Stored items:
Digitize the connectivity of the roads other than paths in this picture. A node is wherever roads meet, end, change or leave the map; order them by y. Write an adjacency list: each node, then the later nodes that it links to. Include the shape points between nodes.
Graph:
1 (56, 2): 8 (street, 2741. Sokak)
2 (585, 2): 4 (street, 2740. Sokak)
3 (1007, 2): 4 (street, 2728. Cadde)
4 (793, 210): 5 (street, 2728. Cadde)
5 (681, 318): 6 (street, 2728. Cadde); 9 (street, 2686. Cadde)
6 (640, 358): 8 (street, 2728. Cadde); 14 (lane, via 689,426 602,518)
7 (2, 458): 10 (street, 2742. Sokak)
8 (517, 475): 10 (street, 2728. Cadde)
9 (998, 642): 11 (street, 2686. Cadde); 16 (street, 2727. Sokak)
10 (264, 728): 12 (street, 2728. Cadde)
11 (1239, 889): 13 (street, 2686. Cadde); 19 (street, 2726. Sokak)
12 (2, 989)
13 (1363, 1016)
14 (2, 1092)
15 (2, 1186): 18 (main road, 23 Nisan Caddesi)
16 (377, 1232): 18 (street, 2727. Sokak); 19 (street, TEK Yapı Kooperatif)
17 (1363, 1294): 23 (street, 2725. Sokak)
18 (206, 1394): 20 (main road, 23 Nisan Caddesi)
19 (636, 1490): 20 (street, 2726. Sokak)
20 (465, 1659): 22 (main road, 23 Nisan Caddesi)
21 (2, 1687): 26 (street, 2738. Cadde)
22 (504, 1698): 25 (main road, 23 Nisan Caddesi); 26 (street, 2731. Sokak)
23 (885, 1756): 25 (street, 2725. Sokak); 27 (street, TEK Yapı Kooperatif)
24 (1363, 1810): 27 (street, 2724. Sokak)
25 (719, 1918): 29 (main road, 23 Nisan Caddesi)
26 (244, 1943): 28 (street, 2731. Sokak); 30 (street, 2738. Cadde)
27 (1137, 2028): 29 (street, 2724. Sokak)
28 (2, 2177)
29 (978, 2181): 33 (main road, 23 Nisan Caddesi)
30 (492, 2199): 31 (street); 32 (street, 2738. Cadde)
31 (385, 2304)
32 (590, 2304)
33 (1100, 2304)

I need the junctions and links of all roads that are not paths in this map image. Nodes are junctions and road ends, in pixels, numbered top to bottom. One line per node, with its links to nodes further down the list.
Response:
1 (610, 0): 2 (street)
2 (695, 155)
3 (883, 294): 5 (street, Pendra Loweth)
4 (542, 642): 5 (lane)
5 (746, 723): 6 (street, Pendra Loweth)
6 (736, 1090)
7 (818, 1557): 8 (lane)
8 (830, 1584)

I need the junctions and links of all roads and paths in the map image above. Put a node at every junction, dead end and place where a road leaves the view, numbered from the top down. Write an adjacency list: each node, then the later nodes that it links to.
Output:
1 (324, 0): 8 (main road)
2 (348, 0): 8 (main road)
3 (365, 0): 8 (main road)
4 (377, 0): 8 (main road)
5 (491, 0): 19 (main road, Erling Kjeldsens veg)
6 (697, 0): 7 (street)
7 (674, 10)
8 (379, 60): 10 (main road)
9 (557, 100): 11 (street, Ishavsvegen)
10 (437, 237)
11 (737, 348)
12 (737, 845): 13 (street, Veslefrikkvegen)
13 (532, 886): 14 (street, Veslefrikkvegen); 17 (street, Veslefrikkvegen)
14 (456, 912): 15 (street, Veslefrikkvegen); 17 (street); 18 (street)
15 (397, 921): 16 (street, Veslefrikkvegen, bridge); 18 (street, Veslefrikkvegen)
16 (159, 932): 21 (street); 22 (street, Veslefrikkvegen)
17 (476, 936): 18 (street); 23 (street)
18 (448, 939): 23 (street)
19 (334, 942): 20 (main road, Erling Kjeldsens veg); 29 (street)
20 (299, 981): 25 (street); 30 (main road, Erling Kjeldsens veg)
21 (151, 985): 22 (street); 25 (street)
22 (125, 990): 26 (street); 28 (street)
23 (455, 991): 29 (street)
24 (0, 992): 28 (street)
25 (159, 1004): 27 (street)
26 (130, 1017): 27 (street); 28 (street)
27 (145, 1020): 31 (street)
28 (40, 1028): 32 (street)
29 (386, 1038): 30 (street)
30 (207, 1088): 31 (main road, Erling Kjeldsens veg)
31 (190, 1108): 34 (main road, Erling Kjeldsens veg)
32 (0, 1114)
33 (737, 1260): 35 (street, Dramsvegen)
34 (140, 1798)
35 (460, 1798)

#### Exercise brief:
Quote every entry exactly.

#### Exercise answer:
Digitize the connectivity of the roads other than paths in this picture. A node is wherever roads meet, end, change or leave the map; order them by y. Write an adjacency list: each node, then the later nodes that it links to. Include the shape points between nodes.
Graph:
1 (56, 2): 8 (street, 2741. Sokak)
2 (585, 2): 4 (street, 2740. Sokak)
3 (1007, 2): 4 (street, 2728. Cadde)
4 (793, 210): 5 (street, 2728. Cadde)
5 (681, 318): 6 (street, 2728. Cadde); 9 (street, 2686. Cadde)
6 (640, 358): 8 (street, 2728. Cadde); 14 (lane, via 689,426 602,518)
7 (2, 458): 10 (street, 2742. Sokak)
8 (517, 475): 10 (street, 2728. Cadde)
9 (998, 642): 11 (street, 2686. Cadde); 16 (street, 2727. Sokak)
10 (264, 728): 12 (street, 2728. Cadde)
11 (1239, 889): 13 (street, 2686. Cadde); 19 (street, 2726. Sokak)
12 (2, 989)
13 (1363, 1016)
14 (2, 1092)
15 (2, 1186): 18 (main road, 23 Nisan Caddesi)
16 (377, 1232): 18 (street, 2727. Sokak); 19 (street, TEK Yapı Kooperatif)
17 (1363, 1294): 23 (street, 2725. Sokak)
18 (206, 1394): 20 (main road, 23 Nisan Caddesi)
19 (636, 1490): 20 (street, 2726. Sokak)
20 (465, 1659): 22 (main road, 23 Nisan Caddesi)
21 (2, 1687): 26 (street, 2738. Cadde)
22 (504, 1698): 25 (main road, 23 Nisan Caddesi); 26 (street, 2731. Sokak)
23 (885, 1756): 25 (street, 2725. Sokak); 27 (street, TEK Yapı Kooperatif)
24 (1363, 1810): 27 (street, 2724. Sokak)
25 (719, 1918): 29 (main road, 23 Nisan Caddesi)
26 (244, 1943): 28 (street, 2731. Sokak); 30 (street, 2738. Cadde)
27 (1137, 2028): 29 (street, 2724. Sokak)
28 (2, 2177)
29 (978, 2181): 33 (main road, 23 Nisan Caddesi)
30 (492, 2199): 31 (street); 32 (street, 2738. Cadde)
31 (385, 2304)
32 (590, 2304)
33 (1100, 2304)

I need the junctions and links of all roads that are not paths in this map image. Nodes are junctions and road ends, in pixels, numbered top to bottom. One line per node, with its links to nodes further down the list.
Response:
1 (610, 0): 2 (street)
2 (695, 155)
3 (883, 294): 5 (street, Pendra Loweth)
4 (542, 642): 5 (lane)
5 (746, 723): 6 (street, Pendra Loweth)
6 (736, 1090)
7 (818, 1557): 8 (lane)
8 (830, 1584)

I need the junctions and links of all roads and paths in the map image above. Put a node at every junction, dead end and place where a road leaves the view, numbered from the top down. Write an adjacency list: each node, then the later nodes that it links to.
Output:
1 (324, 0): 8 (main road)
2 (348, 0): 8 (main road)
3 (365, 0): 8 (main road)
4 (377, 0): 8 (main road)
5 (491, 0): 19 (main road, Erling Kjeldsens veg)
6 (697, 0): 7 (street)
7 (674, 10)
8 (379, 60): 10 (main road)
9 (557, 100): 11 (street, Ishavsvegen)
10 (437, 237)
11 (737, 348)
12 (737, 845): 13 (street, Veslefrikkvegen)
13 (532, 886): 14 (street, Veslefrikkvegen); 17 (street, Veslefrikkvegen)
14 (456, 912): 15 (street, Veslefrikkvegen); 17 (street); 18 (street)
15 (397, 921): 16 (street, Veslefrikkvegen, bridge); 18 (street, Veslefrikkvegen)
16 (159, 932): 21 (street); 22 (street, Veslefrikkvegen)
17 (476, 936): 18 (street); 23 (street)
18 (448, 939): 23 (street)
19 (334, 942): 20 (main road, Erling Kjeldsens veg); 29 (street)
20 (299, 981): 25 (street); 30 (main road, Erling Kjeldsens veg)
21 (151, 985): 22 (street); 25 (street)
22 (125, 990): 26 (street); 28 (street)
23 (455, 991): 29 (street)
24 (0, 992): 28 (street)
25 (159, 1004): 27 (street)
26 (130, 1017): 27 (street); 28 (street)
27 (145, 1020): 31 (street)
28 (40, 1028): 32 (street)
29 (386, 1038): 30 (street)
30 (207, 1088): 31 (main road, Erling Kjeldsens veg)
31 (190, 1108): 34 (main road, Erling Kjeldsens veg)
32 (0, 1114)
33 (737, 1260): 35 (street, Dramsvegen)
34 (140, 1798)
35 (460, 1798)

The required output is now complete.